New Blue Sun it also marks a peak in the crescendo of a decade-long revival of the new hipsterati era. In the early 2010s, reissued labels such as Numero Group, Light in the Attic and Rvng Intl. began reissuing American new age music for the private press, freeing a once-derided genre from a reputation for being uncool with crystals and wind chimes and repositioning it as an American folk tradition brimming with DIY energy. Labels like Empire of Signs and Switzerland’s WRWTFWW have turned their attention to re-energizing Japan’s gassier, more electronic ambient music, which you can hear at New Blue SunThese are more synthetic moments. Alanis Morrisette, Moby, 6lack, Sufjan Stevens, and even actor Jeff Bridges have all had varying degrees of success with healing music in recent years.

In turn, New Blue Sun is primarily a play on the prolific Los Angeles cassette label Leaving Records, an imprint that also exists at the intersection of ambient, new age, jazz, improvisation, and experimental electronic music. Much of the Leaving roster—Matthewdavid, Carlos Niño, Deantoni Parks, VCR—is on hand to assist and compliment André’s melodies, expanding his cycling digital flute arabesques into a communal bouillabaisse of swollen cymbals and alien shimmer.
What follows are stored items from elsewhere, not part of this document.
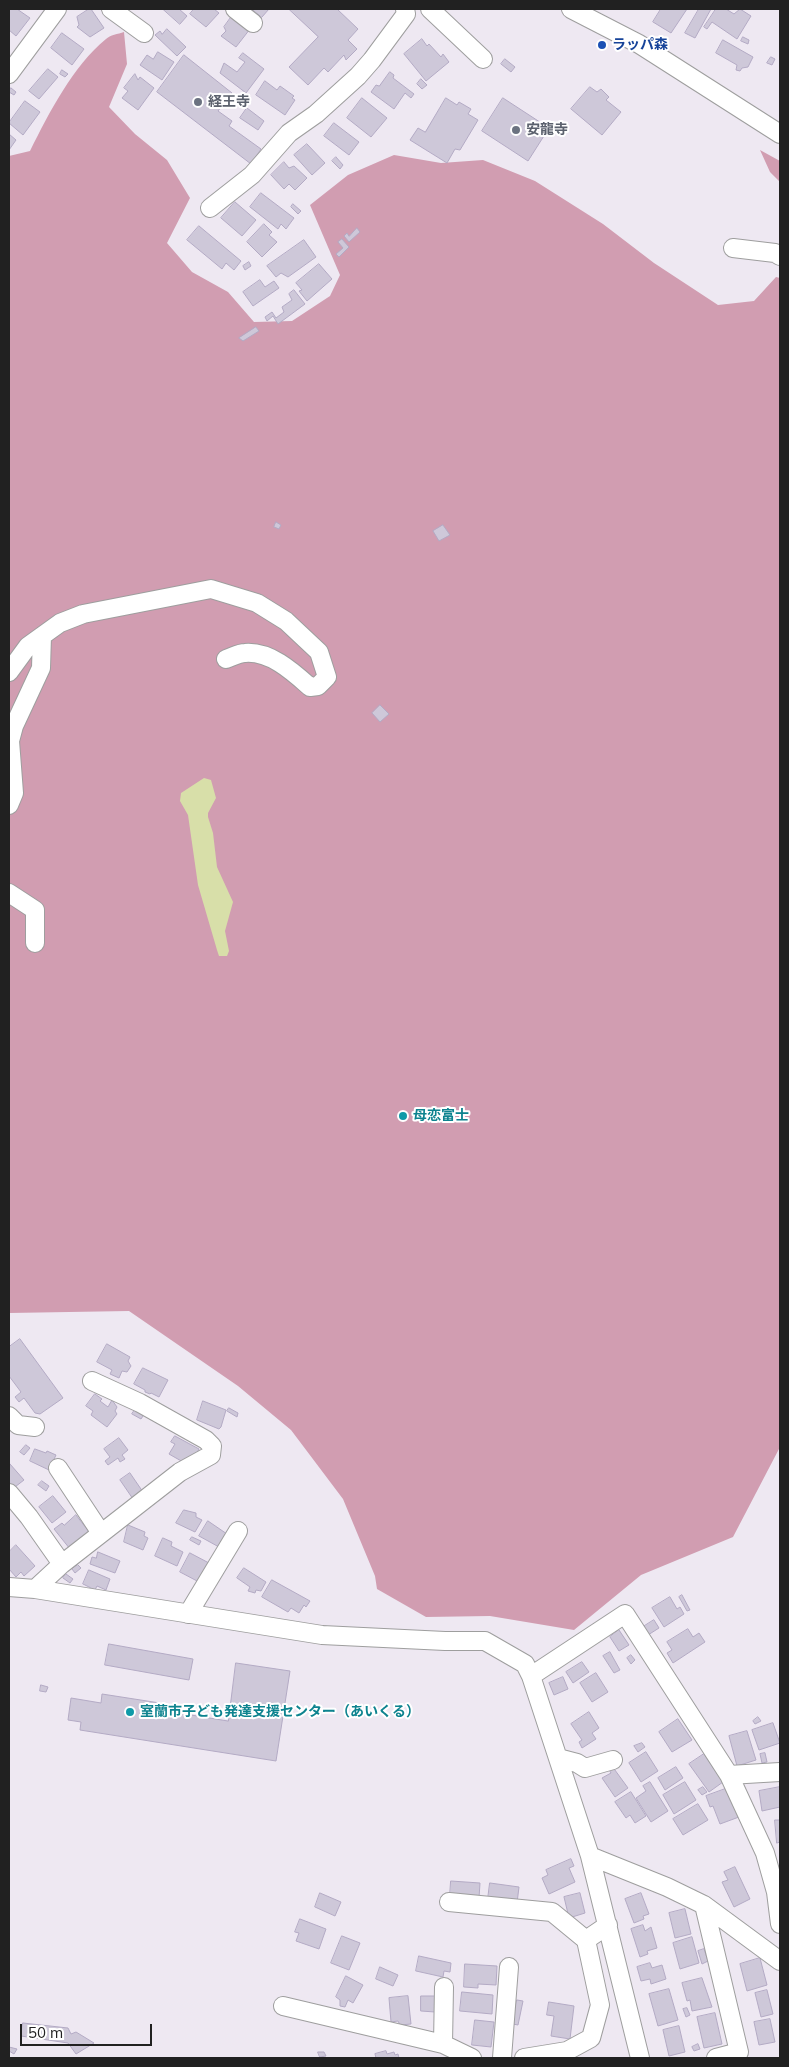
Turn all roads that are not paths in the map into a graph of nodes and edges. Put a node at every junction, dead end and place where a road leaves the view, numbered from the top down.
1 (57, 9) edge
2 (111, 9) edge
3 (235, 9) edge
4 (405, 9) edge
5 (430, 9) edge
6 (571, 9) edge
7 (253, 23) dead end
8 (144, 33) dead end
9 (483, 59) dead end
10 (9, 74) edge
11 (780, 134) edge
12 (210, 208) dead end
13 (733, 248) dead end
14 (780, 256) edge
15 (42, 636) junction
16 (226, 659) dead end
17 (9, 672) edge
18 (9, 805) edge
19 (9, 893) edge
20 (35, 943) dead end
21 (92, 1381) dead end
22 (9, 1416) edge
23 (35, 1427) dead end
24 (58, 1468) dead end
25 (9, 1493) edge
26 (238, 1531) dead end
27 (101, 1534) junction
28 (62, 1564) junction
29 (9, 1587) edge
30 (34, 1589) junction
31 (188, 1614) junction
32 (531, 1676) junction
33 (558, 1758) junction
34 (613, 1760) dead end
35 (780, 1772) edge
36 (729, 1775) junction
37 (773, 1853) edge
38 (590, 1856) junction
39 (449, 1902) dead end
40 (704, 1905) junction
41 (780, 1924) edge
42 (608, 1925) junction
43 (586, 1940) junction
44 (780, 1961) edge
45 (509, 1967) dead end
46 (444, 1987) dead end
47 (283, 2006) dead end
48 (443, 2044) junction
49 (472, 2058) edge
50 (502, 2058) edge
51 (524, 2058) edge
52 (640, 2058) edge
53 (716, 2058) edge

1 - 10 street
2 - 8 street
3 - 7 street
4 - 12 street
5 - 9 street
6 - 11 street
13 - 14 street
15 - 16 street
15 - 17 street
15 - 18 street
19 - 20 street
21 - 27 street
22 - 23 street
24 - 27 street
25 - 28 street
26 - 31 street
27 - 28 street
28 - 30 street
29 - 30 street
30 - 31 street
31 - 32 street
32 - 33 street
32 - 36 street
33 - 34 street
33 - 38 street
35 - 36 street
36 - 37 street
37 - 41 street
38 - 40 street
38 - 42 street
39 - 43 street
40 - 44 street
40 - 53 street
42 - 43 street
42 - 52 street
43 - 51 street
45 - 50 street
46 - 48 street
47 - 48 street
48 - 49 street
Although the press materials link New Blue Sun to the organic minimalism of Laraaji and the spiritual jazz of Alice Coltrane, in practice it is more like the dreamy, semi-organic “fourth world” music of composers like Jon Hassell and Steve Roach: imagined landscapes where cosmic electronics euphorically entangle with various shakers , reeds and rain sticks. André’s “digital reed instrument” evokes the mysterious late 80s sound worlds of Japanese composers like Yoshio Ojima – not quite real, not quite fake, entirely mesmerizing. New Blue Sun It is in no way patient or minimal. Andre’s team, instead, works together as a dynamic live band that deals in soft tones and gentle moods, whether in rhythm (That Night in Hawaii…”), building to waterfalls of blissful chaos (“BuyPoloDisorder’s Daughter…” ) or creating tropical forests of sound (“Ants for you…”). Our bandleader has a roving meander who dances in percussive bursts while his fellow musicians babble, seethe, and shine. All these moving parts mean it’s not exactly the most immersive environment for those seeking “calming” or “healing” music. However, when approached as the product of a tape recorder’s basement jazz group or an underground electronic ensemble, New Blue Sun It’s an absolute joy.

No Blue Sun isn’t the best ambient record you can hear in 2023. It’s light when placed alongside Tim Hecker’s confrontational gushing No highsthe delicate vulnerability of Ryuichi Sakamoto’s body 12the pastoral areas of Takashi Kokubo and Andrea Esperti Music for a Cosmic Garden or the enveloping warmth of Loscil/Lawrence English’s work Colors of the Air. However, No Blue Sun will probably be the just environmental record many people to do listen in 2023, and it’s great that such a lively and sumptuous album is getting the spotlight. As with his revolutionary rap group, André 3000 is once again playing Pied Piper, and a world of sound awaits those who follow him with open ears and minds.